2. Create A Mobile Drinks Station

Creating a mobile drinks station outside reduces the risk of muddy shoes being dragged through your home and allows guests to help themselves throughout the evening.

A small table on wheels works perfectly as a mobile drinks station.

Include glasses, cups, and straws, as well as drinks stirrers and napkins. Then simply add a selection of wine, spirits and mixers, and your guests can help themselves. You can also easily create a cool box using a plastic bucket filled with ice, which is excellent for storing beers and keeping them cold all afternoon.

As a great way to make children feel involved, add a smaller drinks cart for them to use. Fill the trolley with soft drinks and fun straws to keep the children entertained.

Just be sure to keep the trolley in the shade and keep the bottle opener nearby!

3. Let the Weather Guide You

Unfortunately, even in the height of our UK summer, perfect weather cannot be guaranteed. So, it is always recommended to hope for the best, but plan for the worst!

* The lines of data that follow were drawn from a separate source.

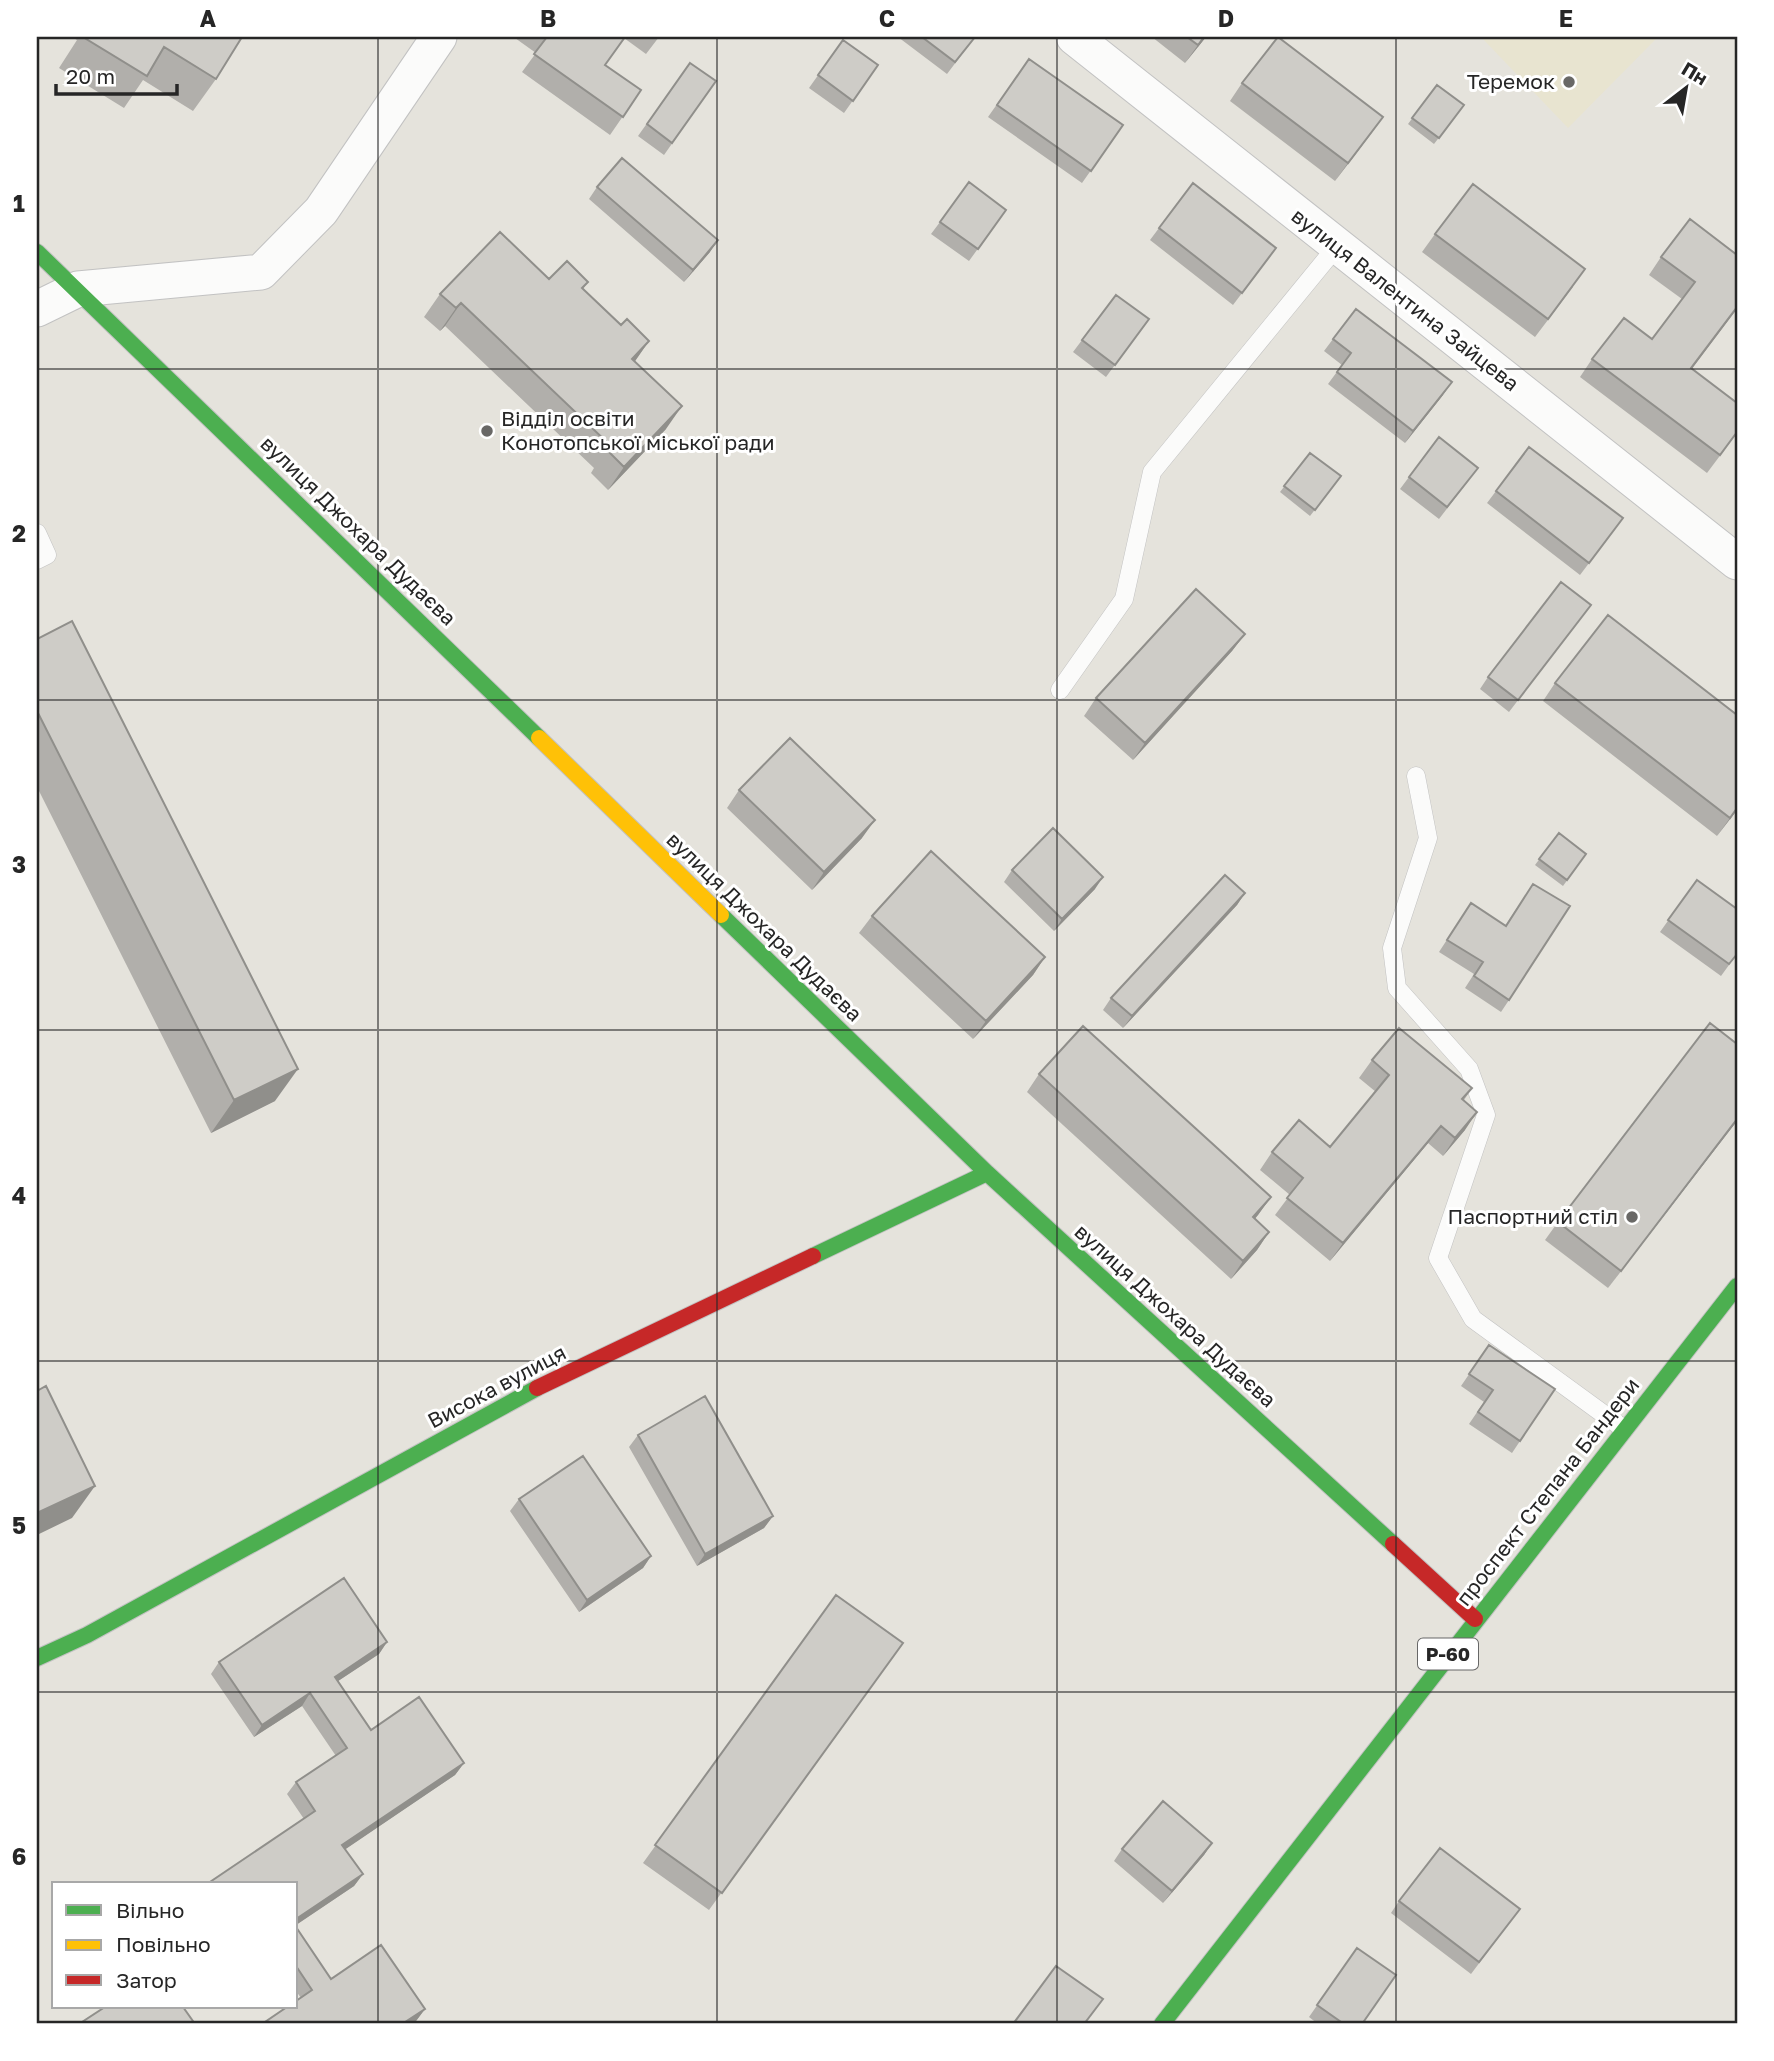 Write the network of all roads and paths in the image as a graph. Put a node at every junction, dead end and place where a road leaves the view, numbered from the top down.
1 (439, 37) edge
2 (1074, 37) edge
3 (1337, 246) junction
4 (37, 251) edge
5 (78, 289) junction
6 (37, 309) edge
7 (37, 533) edge
8 (37, 560) edge
9 (1737, 562) edge
10 (1060, 690) dead end
11 (1416, 776) dead end
12 (987, 1173) junction
13 (1737, 1286) edge
14 (1625, 1429) junction
15 (1475, 1619) junction
16 (37, 1658) edge
17 (1162, 2024) edge

1 - 5 street
2 - 3 street, вулиця Валентина Зайцева
3 - 9 street, вулиця Валентина Зайцева
3 - 10 lane
4 - 5 street, вулиця Джохара Дудаєва
5 - 6 street
5 - 12 street, вулиця Джохара Дудаєва
7 - 8 lane
11 - 14 lane
12 - 15 street, вулиця Джохара Дудаєва
12 - 16 street, Висока вулиця
13 - 14 street, проспект Степана Бандери / Р-60
14 - 15 street, проспект Степана Бандери / Р-60
15 - 17 street, проспект Степана Бандери / Р-60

Large parasols can work well as sun blockers and help protect from the rain should an afternoon shower occur. Additionally, keep some blankets handy as the sun begins to set and the cold evening chill encroaches on your guests. Providing everyone is comfortable, there is no reason that a change in the weather should spoil your gathering.

4. Consider a Fire Pit

Fire pits are an excellent investment for your garden. As the sun sets and a chill appears in the air, a fire pit is a lovely way to keep your guests warm and entertained.

There are a vast array of options when considering a fire pit. Some homeowners opt for a permanent fixture in the ground, whereas others favour a temporary solution. If you don’t have a huge outside space, the portable version can be great for pulling out when visitors arrive.

Not only is a fire pit amazing for warming up your garden as the weather turns, but it provides the perfect place to toast marshmallows!

5. Consider a Picnic Area

If you have more guests than outdoor seats, consider setting up a picnic area.

Use a range of blankets and pillows to create a stunning picnic space for your guests to enjoy. This style helps embody the laid back, relaxed atmosphere most families want to emulate when entertaining outside.

6. Pre-Prepare Food

When hosting a dinner party inside, your guests will generally gather around the kitchen as you add the finishing touches to the meal. This can be a terrific time to spend with your guests whilst enjoying a drink.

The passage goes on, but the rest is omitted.